Phosphorylation of CPI‐17 and MYPT in rabbit bladder smooth muscle: Role of PKC, Rho kinase, or both

Abstract

Smooth muscle is regulated by phosphorylation of the myosin light chain (MLC) catalyzed by MLC kinase and dephosphorylation catalyzed by MLC phosphatase (MLCP). Inhibition of the MLCP following agonist stimulation results in a net increase in MLC phosphorylation due to PKC catalyzed CPI-17 phosphorylation or Rho kinase (ROK) catalyzed phosphorylation of a phosphatase subunit (MYPT). This study was designed to investigate if PKC and ROK inhibit MLCP by two distinct pathways or if there is cross-talk in bladder smooth muscle.
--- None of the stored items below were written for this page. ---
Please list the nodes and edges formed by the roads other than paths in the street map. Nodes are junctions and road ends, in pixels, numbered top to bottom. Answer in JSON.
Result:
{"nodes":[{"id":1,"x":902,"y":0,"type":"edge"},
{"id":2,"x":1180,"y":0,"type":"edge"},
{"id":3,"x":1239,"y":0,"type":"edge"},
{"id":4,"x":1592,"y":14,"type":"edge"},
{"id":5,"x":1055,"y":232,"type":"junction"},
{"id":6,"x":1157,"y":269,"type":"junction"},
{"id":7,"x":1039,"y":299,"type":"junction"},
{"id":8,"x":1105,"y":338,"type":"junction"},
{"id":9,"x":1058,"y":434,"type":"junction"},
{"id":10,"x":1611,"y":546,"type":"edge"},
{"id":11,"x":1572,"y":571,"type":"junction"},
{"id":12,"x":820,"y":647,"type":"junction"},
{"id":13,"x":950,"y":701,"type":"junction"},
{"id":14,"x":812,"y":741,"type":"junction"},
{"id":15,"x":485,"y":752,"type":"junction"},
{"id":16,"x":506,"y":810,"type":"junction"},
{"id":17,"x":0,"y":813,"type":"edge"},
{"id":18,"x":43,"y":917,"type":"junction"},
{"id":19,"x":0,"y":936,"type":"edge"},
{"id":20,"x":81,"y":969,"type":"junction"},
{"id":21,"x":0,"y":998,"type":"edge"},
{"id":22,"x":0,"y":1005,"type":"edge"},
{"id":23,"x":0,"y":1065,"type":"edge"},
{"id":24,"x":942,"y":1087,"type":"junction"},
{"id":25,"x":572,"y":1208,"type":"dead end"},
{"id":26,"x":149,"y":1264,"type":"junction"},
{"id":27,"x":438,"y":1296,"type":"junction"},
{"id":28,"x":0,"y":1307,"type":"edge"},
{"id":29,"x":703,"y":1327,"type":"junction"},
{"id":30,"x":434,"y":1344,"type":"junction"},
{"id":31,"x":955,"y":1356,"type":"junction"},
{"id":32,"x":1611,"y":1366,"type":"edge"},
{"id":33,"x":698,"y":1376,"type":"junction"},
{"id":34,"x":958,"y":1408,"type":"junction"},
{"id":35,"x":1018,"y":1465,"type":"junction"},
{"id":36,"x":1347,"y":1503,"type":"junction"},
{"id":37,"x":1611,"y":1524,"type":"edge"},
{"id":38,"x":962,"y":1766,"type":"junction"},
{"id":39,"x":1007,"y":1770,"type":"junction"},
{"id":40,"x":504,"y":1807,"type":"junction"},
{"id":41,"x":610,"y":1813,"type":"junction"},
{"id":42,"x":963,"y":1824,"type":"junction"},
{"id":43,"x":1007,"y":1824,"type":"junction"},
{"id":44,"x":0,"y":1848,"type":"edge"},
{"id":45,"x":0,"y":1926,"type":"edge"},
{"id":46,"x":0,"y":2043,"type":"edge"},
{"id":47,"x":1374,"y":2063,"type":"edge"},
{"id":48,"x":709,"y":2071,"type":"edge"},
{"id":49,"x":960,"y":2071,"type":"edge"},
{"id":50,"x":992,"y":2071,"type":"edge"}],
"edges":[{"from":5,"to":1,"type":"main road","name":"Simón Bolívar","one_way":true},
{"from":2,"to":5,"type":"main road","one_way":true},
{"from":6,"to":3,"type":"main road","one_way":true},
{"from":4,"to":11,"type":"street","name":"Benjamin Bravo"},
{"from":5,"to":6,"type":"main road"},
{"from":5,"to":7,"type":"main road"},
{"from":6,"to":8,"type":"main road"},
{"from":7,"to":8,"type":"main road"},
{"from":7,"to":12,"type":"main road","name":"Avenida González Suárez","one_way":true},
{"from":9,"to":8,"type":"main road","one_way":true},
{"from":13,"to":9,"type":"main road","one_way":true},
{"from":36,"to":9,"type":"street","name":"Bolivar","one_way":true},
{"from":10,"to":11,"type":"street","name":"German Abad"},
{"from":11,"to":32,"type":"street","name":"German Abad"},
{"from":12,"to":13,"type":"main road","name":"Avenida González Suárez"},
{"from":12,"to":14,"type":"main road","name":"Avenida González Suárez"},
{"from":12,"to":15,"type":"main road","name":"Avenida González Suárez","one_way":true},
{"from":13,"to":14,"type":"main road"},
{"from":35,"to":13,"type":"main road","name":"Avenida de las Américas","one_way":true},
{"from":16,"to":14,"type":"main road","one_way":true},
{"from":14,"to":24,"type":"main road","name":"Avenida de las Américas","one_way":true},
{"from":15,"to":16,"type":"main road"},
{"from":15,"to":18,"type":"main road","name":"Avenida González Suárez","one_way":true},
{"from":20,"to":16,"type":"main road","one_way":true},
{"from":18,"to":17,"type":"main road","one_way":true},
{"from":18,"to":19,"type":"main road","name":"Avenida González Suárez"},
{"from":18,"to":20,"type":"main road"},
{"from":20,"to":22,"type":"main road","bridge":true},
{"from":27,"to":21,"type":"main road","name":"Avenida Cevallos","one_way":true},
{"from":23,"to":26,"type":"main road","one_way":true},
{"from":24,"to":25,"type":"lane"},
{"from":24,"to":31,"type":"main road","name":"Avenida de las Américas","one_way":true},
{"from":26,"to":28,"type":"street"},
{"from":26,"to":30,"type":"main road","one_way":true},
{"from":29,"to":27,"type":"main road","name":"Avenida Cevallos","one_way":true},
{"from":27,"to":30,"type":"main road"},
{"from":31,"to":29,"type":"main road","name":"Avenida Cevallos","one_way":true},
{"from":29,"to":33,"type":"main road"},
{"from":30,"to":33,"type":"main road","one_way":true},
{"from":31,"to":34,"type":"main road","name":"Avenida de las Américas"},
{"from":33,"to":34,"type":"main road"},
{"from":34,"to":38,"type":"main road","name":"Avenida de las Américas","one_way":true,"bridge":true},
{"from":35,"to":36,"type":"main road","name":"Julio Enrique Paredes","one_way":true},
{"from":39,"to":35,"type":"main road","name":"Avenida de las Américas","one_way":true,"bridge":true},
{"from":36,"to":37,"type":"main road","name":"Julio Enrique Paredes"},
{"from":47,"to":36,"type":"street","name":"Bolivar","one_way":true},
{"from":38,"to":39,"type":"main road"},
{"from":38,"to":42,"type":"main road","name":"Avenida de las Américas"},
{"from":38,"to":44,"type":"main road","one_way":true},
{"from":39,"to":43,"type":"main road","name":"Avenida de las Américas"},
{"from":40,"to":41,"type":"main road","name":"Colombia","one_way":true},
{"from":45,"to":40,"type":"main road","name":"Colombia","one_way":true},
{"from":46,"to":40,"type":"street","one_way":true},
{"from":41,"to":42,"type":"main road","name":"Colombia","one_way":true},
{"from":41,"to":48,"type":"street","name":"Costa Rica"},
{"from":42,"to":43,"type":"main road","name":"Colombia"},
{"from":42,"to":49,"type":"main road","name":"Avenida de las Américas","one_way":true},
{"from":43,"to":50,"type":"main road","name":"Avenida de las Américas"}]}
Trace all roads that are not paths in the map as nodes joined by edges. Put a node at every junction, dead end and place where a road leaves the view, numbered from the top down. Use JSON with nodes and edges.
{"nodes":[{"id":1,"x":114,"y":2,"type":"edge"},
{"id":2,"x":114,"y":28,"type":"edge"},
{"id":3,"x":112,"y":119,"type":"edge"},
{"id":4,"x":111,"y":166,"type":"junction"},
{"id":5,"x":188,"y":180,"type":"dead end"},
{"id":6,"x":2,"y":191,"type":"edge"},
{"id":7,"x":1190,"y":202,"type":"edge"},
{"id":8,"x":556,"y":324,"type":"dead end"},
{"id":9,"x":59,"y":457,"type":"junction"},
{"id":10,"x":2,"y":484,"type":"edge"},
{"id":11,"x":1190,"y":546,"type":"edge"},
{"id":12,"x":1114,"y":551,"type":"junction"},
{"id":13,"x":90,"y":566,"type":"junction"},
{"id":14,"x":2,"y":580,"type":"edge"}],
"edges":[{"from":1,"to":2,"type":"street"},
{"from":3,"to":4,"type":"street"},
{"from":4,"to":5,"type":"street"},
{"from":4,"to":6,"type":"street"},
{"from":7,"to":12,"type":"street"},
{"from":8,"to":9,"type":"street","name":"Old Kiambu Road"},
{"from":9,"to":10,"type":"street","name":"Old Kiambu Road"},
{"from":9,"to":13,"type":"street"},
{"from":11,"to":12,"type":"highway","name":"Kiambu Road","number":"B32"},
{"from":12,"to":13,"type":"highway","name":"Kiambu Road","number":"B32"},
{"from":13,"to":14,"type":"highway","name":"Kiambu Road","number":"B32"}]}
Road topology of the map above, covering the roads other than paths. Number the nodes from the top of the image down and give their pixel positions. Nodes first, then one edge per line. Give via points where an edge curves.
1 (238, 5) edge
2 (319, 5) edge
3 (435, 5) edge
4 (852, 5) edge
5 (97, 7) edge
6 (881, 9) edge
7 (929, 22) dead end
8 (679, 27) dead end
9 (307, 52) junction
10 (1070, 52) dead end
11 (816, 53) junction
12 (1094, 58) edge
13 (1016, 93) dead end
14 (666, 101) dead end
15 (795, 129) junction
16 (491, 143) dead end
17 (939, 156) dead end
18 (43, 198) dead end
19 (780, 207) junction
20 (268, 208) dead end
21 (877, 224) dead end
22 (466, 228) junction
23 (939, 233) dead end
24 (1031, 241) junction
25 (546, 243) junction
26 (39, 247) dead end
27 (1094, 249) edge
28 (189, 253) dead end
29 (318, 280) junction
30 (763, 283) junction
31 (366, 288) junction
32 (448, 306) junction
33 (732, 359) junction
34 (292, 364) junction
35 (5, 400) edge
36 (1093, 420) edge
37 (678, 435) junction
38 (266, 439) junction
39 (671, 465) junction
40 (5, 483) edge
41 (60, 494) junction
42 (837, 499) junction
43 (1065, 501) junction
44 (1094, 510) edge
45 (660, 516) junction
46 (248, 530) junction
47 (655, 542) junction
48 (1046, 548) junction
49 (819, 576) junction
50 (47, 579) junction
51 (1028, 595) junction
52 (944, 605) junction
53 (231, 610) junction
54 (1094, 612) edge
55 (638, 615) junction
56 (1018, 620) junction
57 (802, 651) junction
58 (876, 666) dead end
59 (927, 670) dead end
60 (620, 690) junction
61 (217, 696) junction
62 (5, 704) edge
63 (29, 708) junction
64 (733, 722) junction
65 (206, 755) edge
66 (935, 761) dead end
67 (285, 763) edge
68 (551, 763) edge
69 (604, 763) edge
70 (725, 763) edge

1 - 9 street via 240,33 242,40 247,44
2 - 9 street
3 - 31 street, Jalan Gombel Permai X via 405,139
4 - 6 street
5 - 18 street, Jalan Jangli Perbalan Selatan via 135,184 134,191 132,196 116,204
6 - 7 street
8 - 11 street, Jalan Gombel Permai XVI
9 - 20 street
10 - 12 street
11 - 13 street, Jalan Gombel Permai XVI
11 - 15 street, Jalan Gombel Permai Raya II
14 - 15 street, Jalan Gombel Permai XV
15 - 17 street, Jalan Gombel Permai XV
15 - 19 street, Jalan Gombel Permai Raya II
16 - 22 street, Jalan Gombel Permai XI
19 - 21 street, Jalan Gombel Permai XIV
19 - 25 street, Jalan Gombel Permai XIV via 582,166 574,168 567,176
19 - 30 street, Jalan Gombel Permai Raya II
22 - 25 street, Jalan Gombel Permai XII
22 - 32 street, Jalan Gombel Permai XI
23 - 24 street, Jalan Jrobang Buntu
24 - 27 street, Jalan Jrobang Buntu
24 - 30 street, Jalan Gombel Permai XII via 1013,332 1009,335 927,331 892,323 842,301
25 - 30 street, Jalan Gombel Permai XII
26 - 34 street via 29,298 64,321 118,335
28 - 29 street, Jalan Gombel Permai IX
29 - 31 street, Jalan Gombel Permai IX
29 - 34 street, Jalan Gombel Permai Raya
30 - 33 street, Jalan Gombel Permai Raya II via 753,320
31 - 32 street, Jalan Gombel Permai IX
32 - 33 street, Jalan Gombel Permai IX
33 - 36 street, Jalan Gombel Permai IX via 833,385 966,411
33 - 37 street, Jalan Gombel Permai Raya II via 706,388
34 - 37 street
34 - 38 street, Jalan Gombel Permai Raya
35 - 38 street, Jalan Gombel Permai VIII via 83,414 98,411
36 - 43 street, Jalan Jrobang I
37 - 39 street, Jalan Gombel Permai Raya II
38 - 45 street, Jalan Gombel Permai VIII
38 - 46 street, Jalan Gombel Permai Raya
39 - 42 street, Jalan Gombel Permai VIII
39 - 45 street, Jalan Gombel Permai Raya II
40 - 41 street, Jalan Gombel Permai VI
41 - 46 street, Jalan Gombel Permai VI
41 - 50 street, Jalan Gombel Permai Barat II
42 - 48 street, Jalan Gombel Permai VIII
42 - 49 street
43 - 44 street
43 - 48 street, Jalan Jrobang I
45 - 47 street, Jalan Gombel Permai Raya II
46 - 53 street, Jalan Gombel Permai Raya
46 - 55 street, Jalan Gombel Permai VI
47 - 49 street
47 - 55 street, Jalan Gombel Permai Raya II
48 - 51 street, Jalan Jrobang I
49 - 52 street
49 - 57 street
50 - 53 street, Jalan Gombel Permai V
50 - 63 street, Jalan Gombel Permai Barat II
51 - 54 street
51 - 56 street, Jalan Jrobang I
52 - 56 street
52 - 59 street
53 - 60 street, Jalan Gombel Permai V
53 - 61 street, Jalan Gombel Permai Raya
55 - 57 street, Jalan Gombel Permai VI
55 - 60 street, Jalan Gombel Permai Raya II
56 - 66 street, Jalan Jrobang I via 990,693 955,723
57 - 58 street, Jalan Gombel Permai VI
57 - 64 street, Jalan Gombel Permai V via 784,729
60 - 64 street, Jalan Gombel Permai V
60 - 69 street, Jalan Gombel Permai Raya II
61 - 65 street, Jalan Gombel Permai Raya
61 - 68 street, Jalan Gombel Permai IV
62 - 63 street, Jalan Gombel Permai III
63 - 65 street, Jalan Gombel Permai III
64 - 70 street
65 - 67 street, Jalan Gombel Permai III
This goal was pursued by measuring contraction of rabbit bladder smooth muscle in response to carbachol or phorbol dibutyrate (PDBu) in the absence and presence of inhibitors of PKC (Bisindolylmaleimide-1) or ROK (H-1152). Inhibition of PKC and ROK depressed both carbachol and PDBu induced contractions. PKC inhibition decreases contraction mainly through the inhibition of CPI-17 phosphorylation and to a lesser degree by inhibition of MYPT phosphorylation at both Thr696 and Thr850. ROK inhibition decreases basal levels of MYPT phosphorylation, predominantly at Thr850 which suggests a role for a constitutively active ROK. We propose that PKC modulates contraction directly by phosphorylation of CPI-17 and indirectly by activation of ROK resulting in an increase in MYPT phosphorylation. ROK on the other hand only acts via MPYT phosphorylation in bladder smooth muscle.